Line by line, copy the data below exactly.

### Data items
'''

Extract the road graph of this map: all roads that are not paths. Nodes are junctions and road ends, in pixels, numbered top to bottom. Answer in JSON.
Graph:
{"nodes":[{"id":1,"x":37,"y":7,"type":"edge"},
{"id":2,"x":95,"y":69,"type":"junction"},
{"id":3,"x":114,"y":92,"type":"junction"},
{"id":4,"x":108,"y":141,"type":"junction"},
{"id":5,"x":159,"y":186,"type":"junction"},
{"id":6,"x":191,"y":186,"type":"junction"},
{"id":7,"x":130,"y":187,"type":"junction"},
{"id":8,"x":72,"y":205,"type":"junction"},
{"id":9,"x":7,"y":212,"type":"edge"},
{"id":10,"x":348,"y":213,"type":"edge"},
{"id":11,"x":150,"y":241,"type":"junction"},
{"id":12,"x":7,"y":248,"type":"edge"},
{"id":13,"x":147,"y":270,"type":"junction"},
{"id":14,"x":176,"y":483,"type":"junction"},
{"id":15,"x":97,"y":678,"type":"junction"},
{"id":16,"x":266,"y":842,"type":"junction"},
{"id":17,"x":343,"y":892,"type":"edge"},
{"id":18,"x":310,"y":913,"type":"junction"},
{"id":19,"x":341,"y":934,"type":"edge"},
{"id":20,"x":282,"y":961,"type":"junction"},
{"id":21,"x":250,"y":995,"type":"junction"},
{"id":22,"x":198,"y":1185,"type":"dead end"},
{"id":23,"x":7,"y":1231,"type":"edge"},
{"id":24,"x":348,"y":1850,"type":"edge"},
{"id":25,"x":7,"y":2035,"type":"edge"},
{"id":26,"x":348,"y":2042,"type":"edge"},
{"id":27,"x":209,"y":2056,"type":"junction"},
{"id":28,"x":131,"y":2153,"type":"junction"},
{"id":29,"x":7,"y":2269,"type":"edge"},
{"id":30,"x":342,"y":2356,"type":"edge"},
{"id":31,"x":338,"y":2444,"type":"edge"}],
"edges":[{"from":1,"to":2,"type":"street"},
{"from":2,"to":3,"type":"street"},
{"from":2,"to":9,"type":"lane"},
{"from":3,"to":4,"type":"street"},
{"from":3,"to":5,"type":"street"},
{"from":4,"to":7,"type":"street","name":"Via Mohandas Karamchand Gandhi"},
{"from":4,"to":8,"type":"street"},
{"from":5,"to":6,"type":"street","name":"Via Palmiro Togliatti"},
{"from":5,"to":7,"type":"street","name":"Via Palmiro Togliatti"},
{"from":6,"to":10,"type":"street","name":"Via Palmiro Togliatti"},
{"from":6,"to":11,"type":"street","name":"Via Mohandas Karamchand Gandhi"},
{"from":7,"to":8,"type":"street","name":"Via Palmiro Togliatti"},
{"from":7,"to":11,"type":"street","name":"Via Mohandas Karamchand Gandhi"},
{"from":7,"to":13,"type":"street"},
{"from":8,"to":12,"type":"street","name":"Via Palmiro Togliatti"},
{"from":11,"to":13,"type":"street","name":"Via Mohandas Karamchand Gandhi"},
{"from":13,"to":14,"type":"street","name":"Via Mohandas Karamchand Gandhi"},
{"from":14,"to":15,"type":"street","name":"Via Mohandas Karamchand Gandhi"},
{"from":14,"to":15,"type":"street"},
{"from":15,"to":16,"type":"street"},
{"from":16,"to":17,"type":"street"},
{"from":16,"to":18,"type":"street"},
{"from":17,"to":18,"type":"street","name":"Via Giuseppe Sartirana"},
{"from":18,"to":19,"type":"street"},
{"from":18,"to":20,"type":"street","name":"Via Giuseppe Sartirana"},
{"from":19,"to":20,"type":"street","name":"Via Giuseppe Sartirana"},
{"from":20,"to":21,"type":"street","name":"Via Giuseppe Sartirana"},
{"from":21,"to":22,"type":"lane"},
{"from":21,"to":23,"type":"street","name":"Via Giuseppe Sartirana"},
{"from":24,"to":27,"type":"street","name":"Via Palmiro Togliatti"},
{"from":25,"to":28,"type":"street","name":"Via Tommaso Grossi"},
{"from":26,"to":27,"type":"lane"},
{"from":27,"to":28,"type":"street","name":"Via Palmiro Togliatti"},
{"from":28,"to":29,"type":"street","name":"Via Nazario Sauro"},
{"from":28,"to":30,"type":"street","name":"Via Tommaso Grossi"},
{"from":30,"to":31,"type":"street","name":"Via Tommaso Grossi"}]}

'''

### Answer box
Extract the road graph of this map: all roads that are not paths. Nodes are junctions and road ends, in pixels, numbered top to bottom. Answer in JSON.
Graph:
{"nodes":[{"id":1,"x":37,"y":7,"type":"edge"},
{"id":2,"x":95,"y":69,"type":"junction"},
{"id":3,"x":114,"y":92,"type":"junction"},
{"id":4,"x":108,"y":141,"type":"junction"},
{"id":5,"x":159,"y":186,"type":"junction"},
{"id":6,"x":191,"y":186,"type":"junction"},
{"id":7,"x":130,"y":187,"type":"junction"},
{"id":8,"x":72,"y":205,"type":"junction"},
{"id":9,"x":7,"y":212,"type":"edge"},
{"id":10,"x":348,"y":213,"type":"edge"},
{"id":11,"x":150,"y":241,"type":"junction"},
{"id":12,"x":7,"y":248,"type":"edge"},
{"id":13,"x":147,"y":270,"type":"junction"},
{"id":14,"x":176,"y":483,"type":"junction"},
{"id":15,"x":97,"y":678,"type":"junction"},
{"id":16,"x":266,"y":842,"type":"junction"},
{"id":17,"x":343,"y":892,"type":"edge"},
{"id":18,"x":310,"y":913,"type":"junction"},
{"id":19,"x":341,"y":934,"type":"edge"},
{"id":20,"x":282,"y":961,"type":"junction"},
{"id":21,"x":250,"y":995,"type":"junction"},
{"id":22,"x":198,"y":1185,"type":"dead end"},
{"id":23,"x":7,"y":1231,"type":"edge"},
{"id":24,"x":348,"y":1850,"type":"edge"},
{"id":25,"x":7,"y":2035,"type":"edge"},
{"id":26,"x":348,"y":2042,"type":"edge"},
{"id":27,"x":209,"y":2056,"type":"junction"},
{"id":28,"x":131,"y":2153,"type":"junction"},
{"id":29,"x":7,"y":2269,"type":"edge"},
{"id":30,"x":342,"y":2356,"type":"edge"},
{"id":31,"x":338,"y":2444,"type":"edge"}],
"edges":[{"from":1,"to":2,"type":"street"},
{"from":2,"to":3,"type":"street"},
{"from":2,"to":9,"type":"lane"},
{"from":3,"to":4,"type":"street"},
{"from":3,"to":5,"type":"street"},
{"from":4,"to":7,"type":"street","name":"Via Mohandas Karamchand Gandhi"},
{"from":4,"to":8,"type":"street"},
{"from":5,"to":6,"type":"street","name":"Via Palmiro Togliatti"},
{"from":5,"to":7,"type":"street","name":"Via Palmiro Togliatti"},
{"from":6,"to":10,"type":"street","name":"Via Palmiro Togliatti"},
{"from":6,"to":11,"type":"street","name":"Via Mohandas Karamchand Gandhi"},
{"from":7,"to":8,"type":"street","name":"Via Palmiro Togliatti"},
{"from":7,"to":11,"type":"street","name":"Via Mohandas Karamchand Gandhi"},
{"from":7,"to":13,"type":"street"},
{"from":8,"to":12,"type":"street","name":"Via Palmiro Togliatti"},
{"from":11,"to":13,"type":"street","name":"Via Mohandas Karamchand Gandhi"},
{"from":13,"to":14,"type":"street","name":"Via Mohandas Karamchand Gandhi"},
{"from":14,"to":15,"type":"street","name":"Via Mohandas Karamchand Gandhi"},
{"from":14,"to":15,"type":"street"},
{"from":15,"to":16,"type":"street"},
{"from":16,"to":17,"type":"street"},
{"from":16,"to":18,"type":"street"},
{"from":17,"to":18,"type":"street","name":"Via Giuseppe Sartirana"},
{"from":18,"to":19,"type":"street"},
{"from":18,"to":20,"type":"street","name":"Via Giuseppe Sartirana"},
{"from":19,"to":20,"type":"street","name":"Via Giuseppe Sartirana"},
{"from":20,"to":21,"type":"street","name":"Via Giuseppe Sartirana"},
{"from":21,"to":22,"type":"lane"},
{"from":21,"to":23,"type":"street","name":"Via Giuseppe Sartirana"},
{"from":24,"to":27,"type":"street","name":"Via Palmiro Togliatti"},
{"from":25,"to":28,"type":"street","name":"Via Tommaso Grossi"},
{"from":26,"to":27,"type":"lane"},
{"from":27,"to":28,"type":"street","name":"Via Palmiro Togliatti"},
{"from":28,"to":29,"type":"street","name":"Via Nazario Sauro"},
{"from":28,"to":30,"type":"street","name":"Via Tommaso Grossi"},
{"from":30,"to":31,"type":"street","name":"Via Tommaso Grossi"}]}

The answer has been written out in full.